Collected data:
___
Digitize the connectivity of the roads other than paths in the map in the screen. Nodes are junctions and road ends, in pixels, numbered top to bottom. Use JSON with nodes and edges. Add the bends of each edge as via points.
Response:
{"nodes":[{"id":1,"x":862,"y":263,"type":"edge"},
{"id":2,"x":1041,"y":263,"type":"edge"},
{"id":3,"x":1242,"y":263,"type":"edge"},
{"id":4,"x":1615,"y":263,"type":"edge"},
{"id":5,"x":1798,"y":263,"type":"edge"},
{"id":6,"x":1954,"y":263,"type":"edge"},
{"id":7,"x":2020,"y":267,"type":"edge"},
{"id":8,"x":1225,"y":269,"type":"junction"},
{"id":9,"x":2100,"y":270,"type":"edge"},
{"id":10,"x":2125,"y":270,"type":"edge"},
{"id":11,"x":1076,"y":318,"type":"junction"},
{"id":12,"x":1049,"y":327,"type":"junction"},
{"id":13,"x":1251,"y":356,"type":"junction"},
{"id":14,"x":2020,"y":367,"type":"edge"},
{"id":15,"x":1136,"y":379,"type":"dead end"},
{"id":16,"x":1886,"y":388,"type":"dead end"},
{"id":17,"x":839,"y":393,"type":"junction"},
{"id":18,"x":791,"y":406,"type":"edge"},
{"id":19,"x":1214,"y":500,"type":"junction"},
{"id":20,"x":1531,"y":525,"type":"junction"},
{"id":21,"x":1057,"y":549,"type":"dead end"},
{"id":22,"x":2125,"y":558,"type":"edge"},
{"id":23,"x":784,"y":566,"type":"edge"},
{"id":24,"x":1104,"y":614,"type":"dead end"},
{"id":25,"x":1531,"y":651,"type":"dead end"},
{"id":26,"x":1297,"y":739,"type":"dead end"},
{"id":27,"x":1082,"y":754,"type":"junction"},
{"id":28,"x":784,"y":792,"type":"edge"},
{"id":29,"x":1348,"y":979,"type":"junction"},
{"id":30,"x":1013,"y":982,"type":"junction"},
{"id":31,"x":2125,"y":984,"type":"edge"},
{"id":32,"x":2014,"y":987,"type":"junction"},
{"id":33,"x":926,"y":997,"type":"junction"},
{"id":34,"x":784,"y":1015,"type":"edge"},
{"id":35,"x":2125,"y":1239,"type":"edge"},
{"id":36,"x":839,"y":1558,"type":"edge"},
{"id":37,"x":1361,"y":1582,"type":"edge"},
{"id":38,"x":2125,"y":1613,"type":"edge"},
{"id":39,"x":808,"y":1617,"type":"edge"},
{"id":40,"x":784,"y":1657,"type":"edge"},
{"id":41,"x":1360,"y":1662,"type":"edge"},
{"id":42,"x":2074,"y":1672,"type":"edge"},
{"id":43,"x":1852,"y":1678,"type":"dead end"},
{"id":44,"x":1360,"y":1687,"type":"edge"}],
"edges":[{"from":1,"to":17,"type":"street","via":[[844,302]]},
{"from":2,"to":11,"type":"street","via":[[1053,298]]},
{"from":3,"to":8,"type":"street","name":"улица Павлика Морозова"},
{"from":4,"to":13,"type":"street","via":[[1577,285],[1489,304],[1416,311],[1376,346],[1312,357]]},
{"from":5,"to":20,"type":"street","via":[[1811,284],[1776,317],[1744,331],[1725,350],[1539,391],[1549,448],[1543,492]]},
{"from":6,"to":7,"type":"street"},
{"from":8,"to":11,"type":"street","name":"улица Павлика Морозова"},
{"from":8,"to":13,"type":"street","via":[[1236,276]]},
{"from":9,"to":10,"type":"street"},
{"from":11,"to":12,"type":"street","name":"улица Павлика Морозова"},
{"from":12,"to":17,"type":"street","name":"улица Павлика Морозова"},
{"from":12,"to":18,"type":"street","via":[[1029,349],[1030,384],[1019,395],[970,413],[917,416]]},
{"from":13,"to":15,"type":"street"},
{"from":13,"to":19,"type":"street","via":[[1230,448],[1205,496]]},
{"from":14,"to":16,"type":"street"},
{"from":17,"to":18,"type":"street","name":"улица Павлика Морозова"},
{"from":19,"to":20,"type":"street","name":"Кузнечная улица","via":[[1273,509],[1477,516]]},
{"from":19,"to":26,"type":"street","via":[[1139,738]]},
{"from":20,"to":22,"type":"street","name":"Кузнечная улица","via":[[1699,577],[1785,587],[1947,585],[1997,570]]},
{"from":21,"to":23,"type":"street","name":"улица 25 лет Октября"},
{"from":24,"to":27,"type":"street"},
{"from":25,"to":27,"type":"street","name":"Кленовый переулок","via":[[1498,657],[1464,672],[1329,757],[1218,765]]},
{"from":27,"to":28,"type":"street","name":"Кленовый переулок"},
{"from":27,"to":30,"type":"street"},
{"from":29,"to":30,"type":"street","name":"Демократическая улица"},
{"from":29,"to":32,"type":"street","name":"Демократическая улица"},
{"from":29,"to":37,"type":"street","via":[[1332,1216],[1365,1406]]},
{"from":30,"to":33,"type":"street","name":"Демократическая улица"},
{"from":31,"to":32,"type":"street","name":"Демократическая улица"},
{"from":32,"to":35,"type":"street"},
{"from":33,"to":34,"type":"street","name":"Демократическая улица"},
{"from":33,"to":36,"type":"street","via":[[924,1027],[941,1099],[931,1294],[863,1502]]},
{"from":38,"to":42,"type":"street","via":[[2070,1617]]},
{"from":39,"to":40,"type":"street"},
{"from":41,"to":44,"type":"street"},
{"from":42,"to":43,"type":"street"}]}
___
Description of the task: Report each line above that includes the string "nodes".

Written answer:
Digitize the connectivity of the roads other than paths in the map in the screen. Nodes are junctions and road ends, in pixels, numbered top to bottom. Use JSON with nodes and edges. Add the bends of each edge as via points.
{"nodes":[{"id":1,"x":862,"y":263,"type":"edge"},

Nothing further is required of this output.